What is Brain-Based Therapy?
The brain is our body’s control center, so it’s natural that more therapists are turning to brain-based treatment methods to resolve issues more effectively. As our knowledge of this organ grows, the ways to enhance brain function and tap into its power to heal do too.
What brain-based strategies are out there, and how can you use them to better your mental health? We explore three popular methods below.
Mindfulness Meditation (Sample Audience: Veterans with PTSD)
When practiced 30 minutes a day for 6 weeks, mindfulness meditation can measurably change structures of the brain related to learning, emotional regulation, and introspection. This ancient (yet recently scientifically validated) method is excellent at improving anxiety and depression.
Noticing the positive effects of mindfulness, the US Armed Forces formed “Coping Strategies,” an at-home program designed to combat symptoms of PTSD, such as depression, anger, and feelings of increased stress. Indeed, studies suggest that mindfulness practice results in brain changes in veterans with PTSD, allowing them to better manage the recurring, negative thoughts that plague them. The positive effects aren’t just limited to veterans, or even people with PTSD. Mindfulness can be used to treat a number of mental health conditions, including anxiety and mood disorders, and can even decrease daily stress.
Eye Movement Desensitization and Reprocessing (Sample Audience: Grieving Clients)
EMDR has 8 stages, only 3 of which involve eye movements. The first 3 stages serve to identify core issues, teach the client coping skills, and map out how those issues might be desensitized and reprocessed. These stages guide the brain in creating new, healthier neural networks, which control the way our brain responds to those core issues.

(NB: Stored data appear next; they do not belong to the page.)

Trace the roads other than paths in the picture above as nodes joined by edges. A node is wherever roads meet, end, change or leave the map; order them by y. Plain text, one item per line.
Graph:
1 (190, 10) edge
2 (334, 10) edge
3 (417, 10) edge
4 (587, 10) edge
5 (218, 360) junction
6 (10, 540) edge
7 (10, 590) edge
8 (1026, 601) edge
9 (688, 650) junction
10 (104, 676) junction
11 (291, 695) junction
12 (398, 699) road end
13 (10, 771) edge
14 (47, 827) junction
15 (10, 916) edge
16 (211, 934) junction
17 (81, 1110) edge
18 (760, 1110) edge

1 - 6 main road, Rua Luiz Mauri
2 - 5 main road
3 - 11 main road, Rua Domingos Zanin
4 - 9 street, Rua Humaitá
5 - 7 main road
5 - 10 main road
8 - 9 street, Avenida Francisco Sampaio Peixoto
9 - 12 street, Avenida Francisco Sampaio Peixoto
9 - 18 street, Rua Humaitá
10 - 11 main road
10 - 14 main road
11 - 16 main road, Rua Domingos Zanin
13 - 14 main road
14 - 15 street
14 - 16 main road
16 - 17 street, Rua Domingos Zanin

While it is most famous for its use in the treatment of PTSD, evidence suggests that EMDR can effectively treat symptoms of grief and loss. As a 2012 study by R.M. Solomon and T. A. Rando noted:
“The death of a loved one can be very distressing, with memories and experiences associated with the loss becoming dysfunctionally stored and preventing access to adaptive information, including positive memories of the deceased. EMDR can be utilized to integrate these distressing experiences and facilitate the assimilation and accommodation of the loss and movement through the mourning processes.”
Thus, EMDR uses neural networks in the brain to treat common human problems
Brainspotting (Sample Audience: Individuals Dealing with Childhood Trauma)
Brainspotting is a relatively new brain-based therapy that involves focusing on one spot at a time to identify mental and emotional “hot spots.” Using these eye spots taps directly into implicit memory networks and can unlock powerful material previously unreachable by traditional verbal approaches.
In “An Inside View on Brainspotting,” writer Katherine Heart describes her own experience with Brainspotting. After enduring years of childhood abuse, Katherine suffered from severe depression, anxiety, and flashbacks, with periods of catatonia (a state of motor and behavior immobility and abnormality sometimes known as a ‘stupor’) and tendencies towards self-injury. She experienced multiple hospitalizations, and was told by therapists that she should not “hope for full recovery” and that she was “hard-wired for self-injury.”
Feeling that she’d hit a roadblock with talk therapy, Katherine engaged with Brainspotting. “From the very first time I tried BSP, I noticed that it helped decrease the level of emotional suffering connected to each of the specific traumatic memories that we worked on in therapy. From my perspective, BSP ‘took the trauma out of the memory.’ I no longer felt the pain, upset and distress from those ordeals of years ago.”
While no one form of therapy is a guaranteed “cure-all,” it’s clear that Brainspotting can provide much-needed relief from past trauma.
Could mindfulness meditation, EMDR, or Brainspotting be right for you? We encourage you to continue learning as you follow your wellness journey.